Examining Travel Writing about Southeast Asia with AntConc

One of the first papers I ever researched and wrote as a graduate student was about European perceptions of mainland Southeast Asia in the early nineteenth century. How did I research it? I went to the library and got whatever books I could find and read through them.

At that time, Mary Louise Pratt’s Imperial Eyes: Travel Writing and Transculturation had recently been published, and Edward Said’s Orientalism was still very popular. Having read and been influenced by these two books, I examined some travel accounts of mainland Southeast Asia by Western writers and sought to determine to what degree (if any) I could detect an “imperial desire” on the part of these authors to characterize the people of the region as inferior “Others” in need of “uplifting” through colonization.

imperial eyes

Today if I was a graduate student and was going to research a paper like this I would do it somewhat differently. I would still read Imperial Eyes and whatever studies about travel writing have been written since that work was published. And I would still base my work on travel accounts written by Westerners. However, for some of my research I would look at those works in a different manner.

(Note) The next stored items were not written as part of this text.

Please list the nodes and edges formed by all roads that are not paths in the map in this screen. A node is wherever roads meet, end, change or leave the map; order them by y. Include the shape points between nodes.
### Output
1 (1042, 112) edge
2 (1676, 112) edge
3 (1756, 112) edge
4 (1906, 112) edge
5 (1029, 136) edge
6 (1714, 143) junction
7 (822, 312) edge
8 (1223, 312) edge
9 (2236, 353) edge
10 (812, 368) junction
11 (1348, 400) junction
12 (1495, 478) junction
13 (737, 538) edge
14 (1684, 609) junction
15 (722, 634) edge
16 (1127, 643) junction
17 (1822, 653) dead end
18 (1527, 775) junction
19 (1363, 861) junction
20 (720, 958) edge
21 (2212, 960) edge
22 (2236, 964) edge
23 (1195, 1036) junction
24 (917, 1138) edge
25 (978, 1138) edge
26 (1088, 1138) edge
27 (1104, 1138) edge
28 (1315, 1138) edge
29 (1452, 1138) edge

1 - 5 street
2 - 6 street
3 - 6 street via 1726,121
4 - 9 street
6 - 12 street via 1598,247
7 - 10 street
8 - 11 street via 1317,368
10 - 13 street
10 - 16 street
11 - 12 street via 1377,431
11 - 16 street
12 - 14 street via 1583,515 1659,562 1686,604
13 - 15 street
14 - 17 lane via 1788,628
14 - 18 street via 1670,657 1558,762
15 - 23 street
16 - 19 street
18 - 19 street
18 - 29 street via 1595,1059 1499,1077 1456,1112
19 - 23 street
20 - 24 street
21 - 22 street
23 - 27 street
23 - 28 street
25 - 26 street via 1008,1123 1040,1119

In particular, I would use a tool like AntConc, which I discussed in the post below and in this post on my other blog.

SEA Visions

Several years ago some wonderful people at the Cornell University Library digitized many Western travel accounts of Southeast Asia and created a web page called “Southeast Asia Visions” where one can search, browse and read these texts.

In the time since that site was developed, many (if not all) of the texts there have been digitized by other people, and can now be found in places like archive.org. Indeed, I now prefer the archive.org versions of these titles as they are offered in various formats (read online, full text, etc.).

browse

What is still nice about the “Southeast Asia Visions” site, however, is that it is a convenient place to see what travel accounts exist. One can, for instance, browse by time period and see which texts were published at a given time.

So if I was going to research a topic that employed travel writings, I would start at the “Southeast Asia Visions” site to determine what texts exist (they don’t claim to have digitized every travel account, but they have digitized a lot).

archive

I would then go look for those texts on archive.org. Rather than viewing them online at this point, what I would do first is to click on the “full text” link, and to then copy and paste the text of the book in a notepad file which I would then save in ETF-8 encoding (that makes AntConc happy).

Having done that for all of the books that I want to examine (and that could be many more than I would ever have the time to actually read), I would then load them into AntConc and start searching for terms that might relate to whatever it is that I am interested in examining.

In actuality, there already is a search function at the “Southeast Asia Visions” site, however, I would still create my own corpus of texts and use AntConc to search through them as that tool is much faster and easier to use than the search function on the “Southeast Asia Visions” web site.

Siamese

Finally, after having identified something interesting to examine, I would then read more deeply into the texts (yes, I think it is still important to read. . .). I could do this in AntConc (since the files I created contain the entire texts), or I could read scans of the original text online at archive.org or the “Southeast Asia Visions” site.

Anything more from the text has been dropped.